Longwood SBDC marks 30th year
Published 1:04 pm Saturday, September 14, 2019
Small business has a friend in Central Virginia. It’s a friendship that’s expanded and grown since 1989 when the Longwood Small Business Development Center (SBDC) opened its doors in Farmville. In the 30 years since, Longwood SBDC has served more than 6,000 new and existing businesses from Petersburg to Martinsville.
“Originally Longwood SBDC served seven counties in the immediate area around Farmville,” Executive Director Sheri McGuire explains.
Longwood SBDC originated with an office in Longwood’s College of Business. McGuire knows the business well — she’s been with the SBDC in a variety of capacities for 25 years.
“Today Longwood SBDC has a territory that covers 9,471 square miles and includes 20 counties and five cities,” McGuire says. “Growth started as soon as other localities heard about SBDC. South Boston joined SBDC in 1991, then Martinsville was added in 1997 and finally Petersburg in 1999. It’s a big territory.”
Partnerships with local and regional institutions that provide in-kind support have also formed over the years. Current partners include the Crater Planning District Commission in Petersburg, the Halifax Chamber of Commerce, the Southern Virginia Higher Education Center in South Boston, Danville Community College (DCC) and Patrick Henry Community College (PHCC) in Martinsville.
PHCC President Angeline Godwin is enthusiastic about Martinsville’s small business/college connection.
“PHCC has enjoyed its partnership with SBDC,” Godwin says. “Entrepreneurship is alive and well in our region, and this collaboration further enhances our work.”

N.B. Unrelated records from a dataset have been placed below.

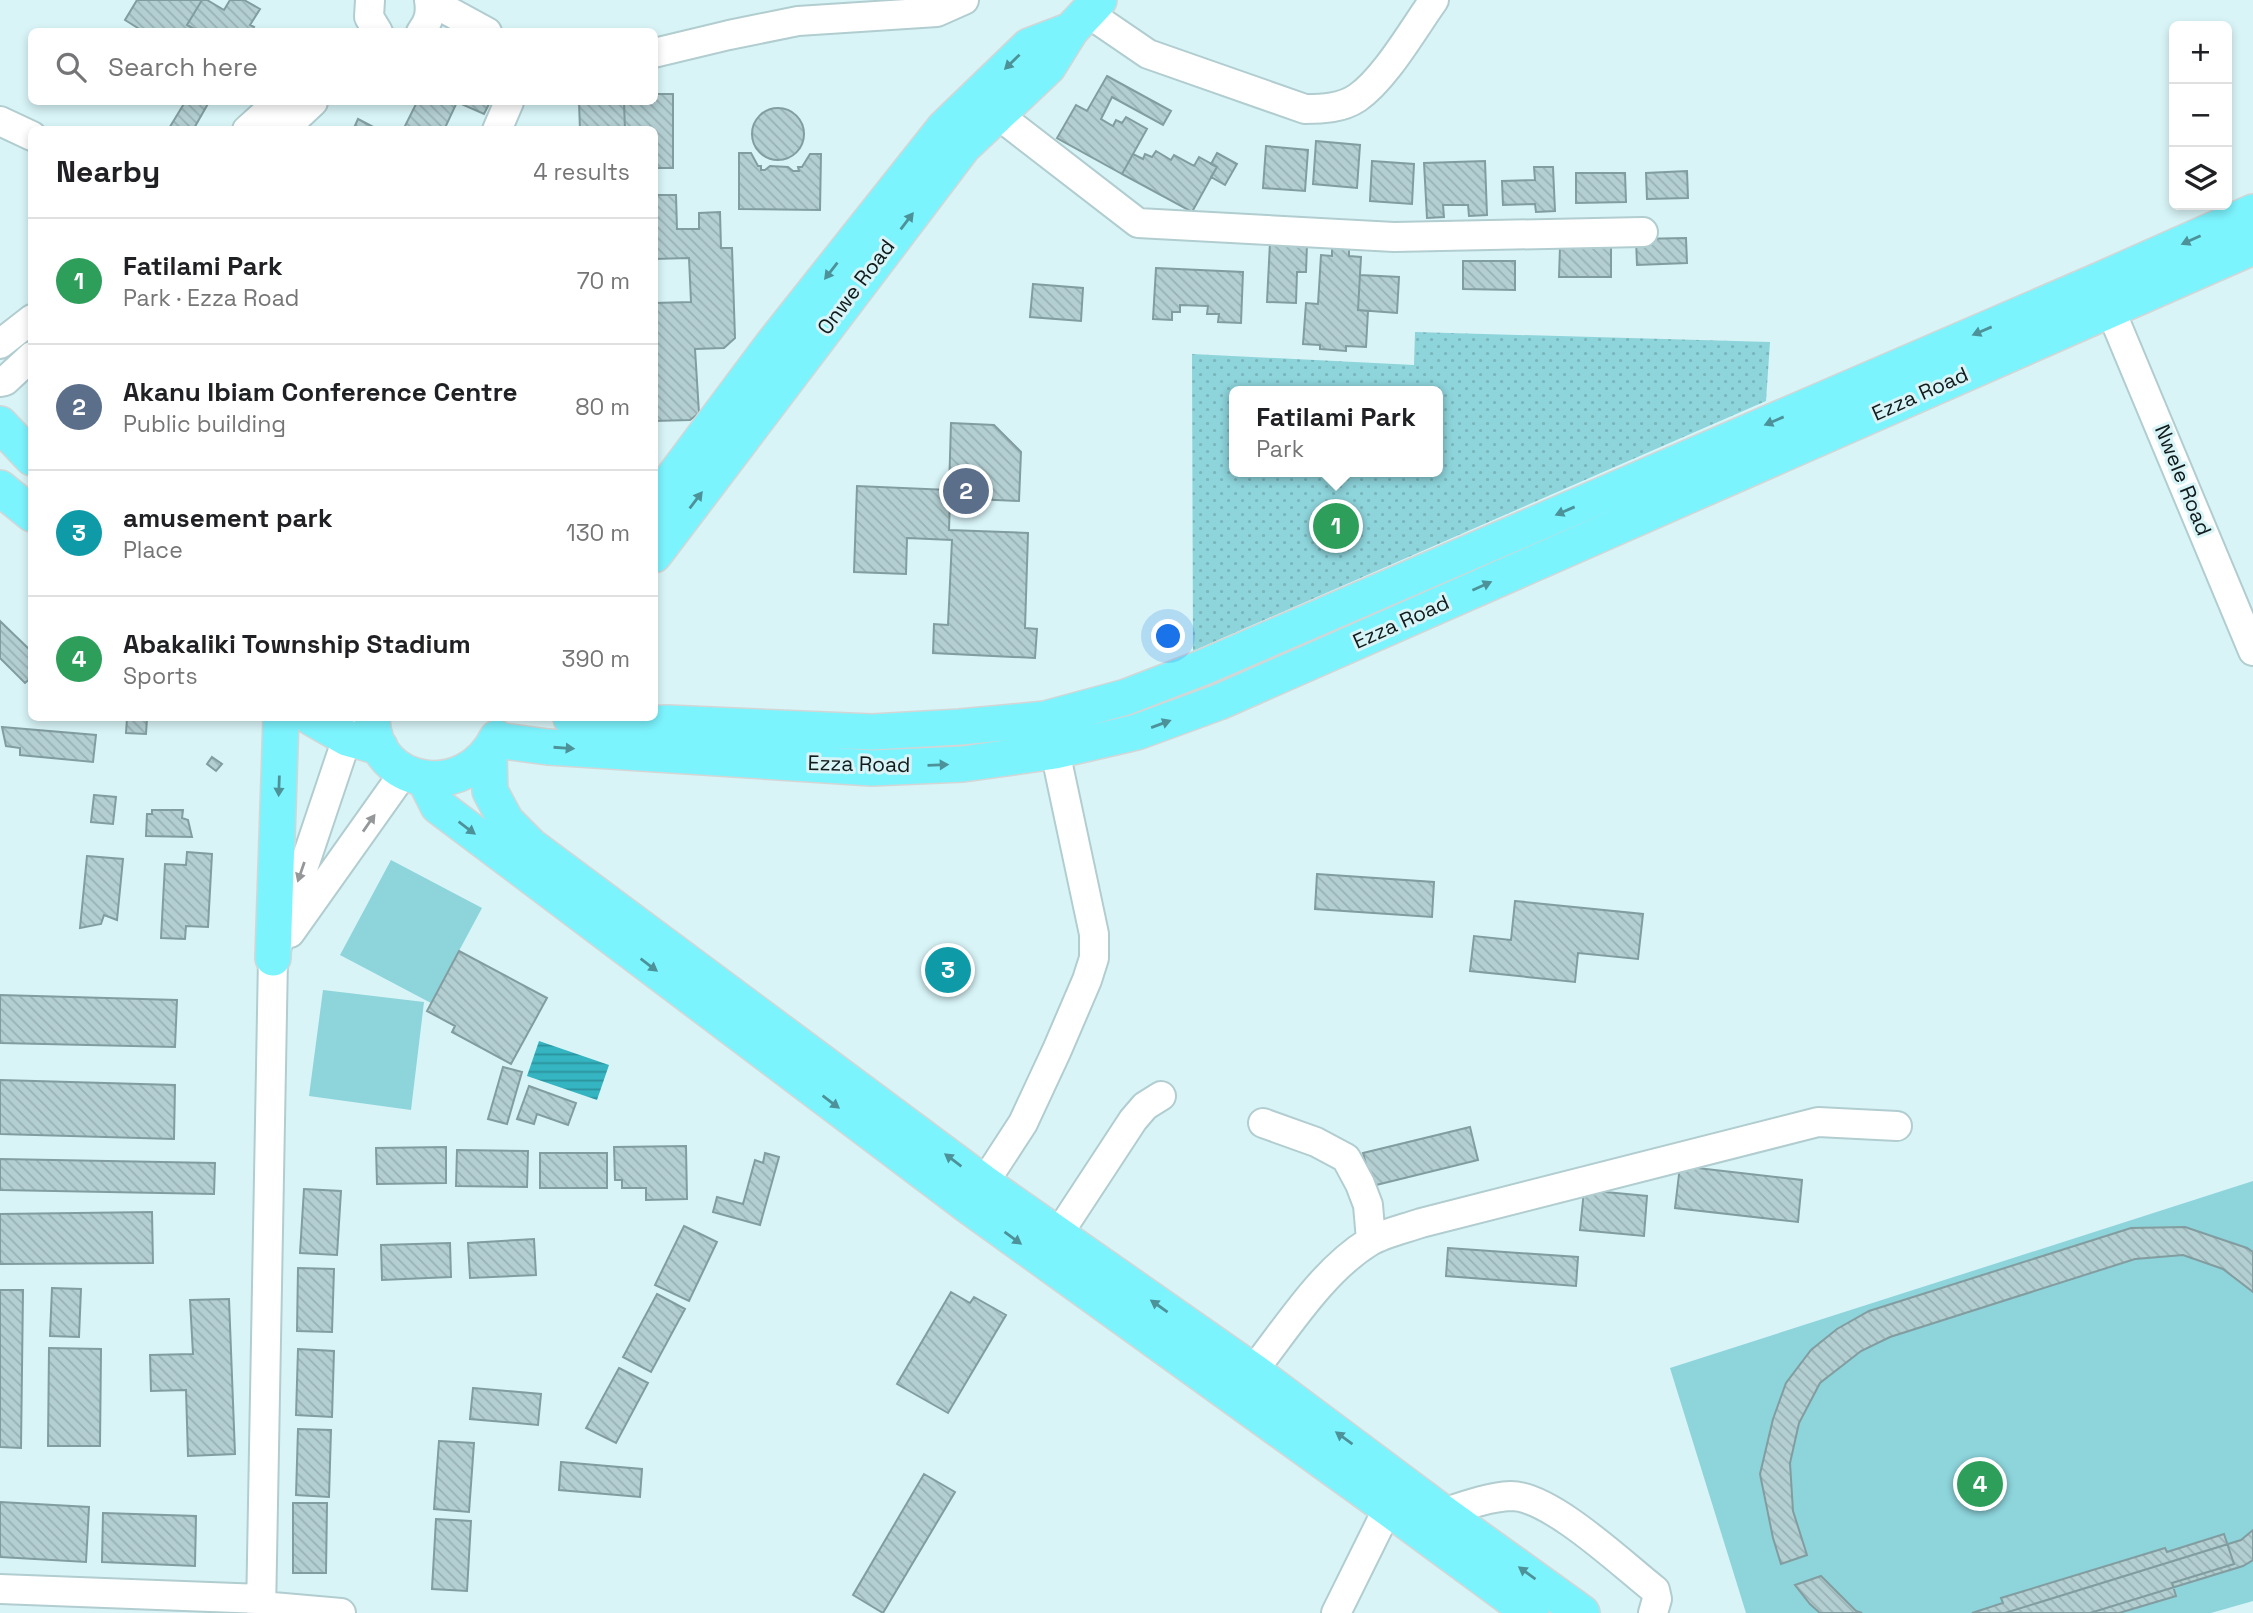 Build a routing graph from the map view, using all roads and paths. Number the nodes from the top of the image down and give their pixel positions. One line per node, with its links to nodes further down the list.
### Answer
1 (964, 0): 7 (street)
2 (1434, 0): 4 (street)
3 (429, 1): 5 (street); 6 (street)
4 (1086, 14): 10 (main road, Onwe Road); 21 (main road, Onwe Road, one-way to 21)
5 (424, 28)
6 (480, 28)
7 (658, 51)
8 (306, 105): 11 (street)
9 (508, 105): 13 (street)
10 (998, 114): 16 (street); 21 (main road, Onwe Road, one-way to 10)
11 (272, 120)
12 (0, 121): 14 (street)
13 (499, 126)
14 (28, 134)
15 (2253, 212): 18 (main road, Ezza Road, one-way to 18)
16 (1643, 232)
17 (2253, 247): 18 (main road, Ezza Road)
18 (2105, 295): 30 (street, Nwele Road); 31 (main road, Ezza Road, one-way to 31); 32 (main road, Ezza Road, one-way to 18)
19 (28, 322): 20 (street)
20 (0, 344)
21 (784, 355): 27 (main road, Onwe Road); 29 (main road, Onwe Road, one-way to 21)
22 (28, 360): 23 (street)
23 (0, 383)
24 (0, 424): 25 (main road)
25 (28, 453)
26 (0, 488): 28 (main road)
27 (658, 498)
28 (28, 511)
29 (658, 549)
30 (2253, 651)
31 (1204, 667): 32 (main road); 33 (main road, Ezza Road)
32 (1219, 702): 40 (main road, Ezza Road, one-way to 32)
33 (661, 720)
34 (281, 721): 42 (main road, one-way to 42)
35 (325, 721): 38 (main road)
36 (587, 721): 37 (main road, Ezza Road)
37 (651, 721)
38 (365, 730): 41 (main road); 42 (street, one-way to 42)
39 (501, 731): 40 (main road, Ezza Road, one-way to 40); 41 (main road); 46 (main road, one-way to 39)
40 (1055, 751): 46 (street)
41 (414, 775): 42 (street, one-way to 41); 50 (main road, one-way to 50)
42 (272, 958): 53 (street)
43 (1161, 1096): 47 (street)
44 (1263, 1123): 48 (street)
45 (1897, 1126): 48 (street)
46 (984, 1183): 47 (main road)
47 (1057, 1236): 49 (main road, one-way to 47)
48 (1371, 1240): 49 (street)
49 (1253, 1371): 50 (main road, one-way to 49)
50 (1396, 1495): 51 (main road); 55 (street); 56 (main road)
51 (1443, 1513): 57 (main road, one-way to 51); 58 (street)
52 (0, 1589): 53 (street)
53 (261, 1606): 54 (street)
54 (341, 1613)
55 (1336, 1613)
56 (1531, 1613)
57 (1582, 1613)
58 (1653, 1613)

Danville’s Director of Economic Development Telly Tucker concurs.
“Longwood SBDC is a vital part of Danville’s economic development framework that enables us to extend our reach throughout the region,” he adds.
Reaching small business owners in an increasingly tech-savvy world has necessitated some changes to SBDC’s business model as well.
“We adapted through the years by adding contract consultants that specialize,” McGuire explains. “Existing businesses tend to be more specific with the issues they bring to us — and we’re seeing more existing businesses now versus start-ups.”
In 2018 alone Longwood SBDC provided 363 entrepreneur consultations, 55 training seminars with 368 attending and 91 jobs created and retained.
“In recent years SBDC has adapted its marketing,” McGuire adds. “We are sharing our client success stories through a variety of outlets, so that other business owners will understand exactly what we do. From a business owner’s perspective, that’s important.”
Recent businesses assisted by SBDC have high praise.
“Longwood SBDC helped us think through all the details,” states Bobby Long, co-owner of Long’s Farm Supply in Brookneal. “When I went to Longwood SBDC, I was looking for an objective and professional opinion — and that’s what I got.”
Tim Meyers, operations manager for Danville’s Ballad Brewing Company, was equally enthusiastic.
“Our business has grown since we’ve been working with Longwood SBDC,” he says. “Our SBDC consultant was super helpful in giving us a roadmap so that the growth we’re experiencing is good growth.”
“The business plan SBDC helped me with included description, vision and projections — everything was there,” comments Tonya Haley, owner of Haley’s Honey Meadery in Hopewell.
McGuire sees the variety of her work at SBDC as a plus.
“It’s a different case study every day — like putting pieces of a puzzle together,” she notes. “I enjoy providing the resources that can bring that puzzle together.”
McGuire is pleased with the assistance Longwood SBDC continues to provide to small business owners. Future plans include expanding consultant expertise, integrating technology training through partnerships with Microsoft, and partnering with the GO Virginia initiative.
“I tell clients that SBDC services are an investment made by local and federal government, economic developers, and Longwood University. That investment’s paid back through business tax dollars as the economy grows,” McGuire concludes. “Every small business owner should take advantage of that.”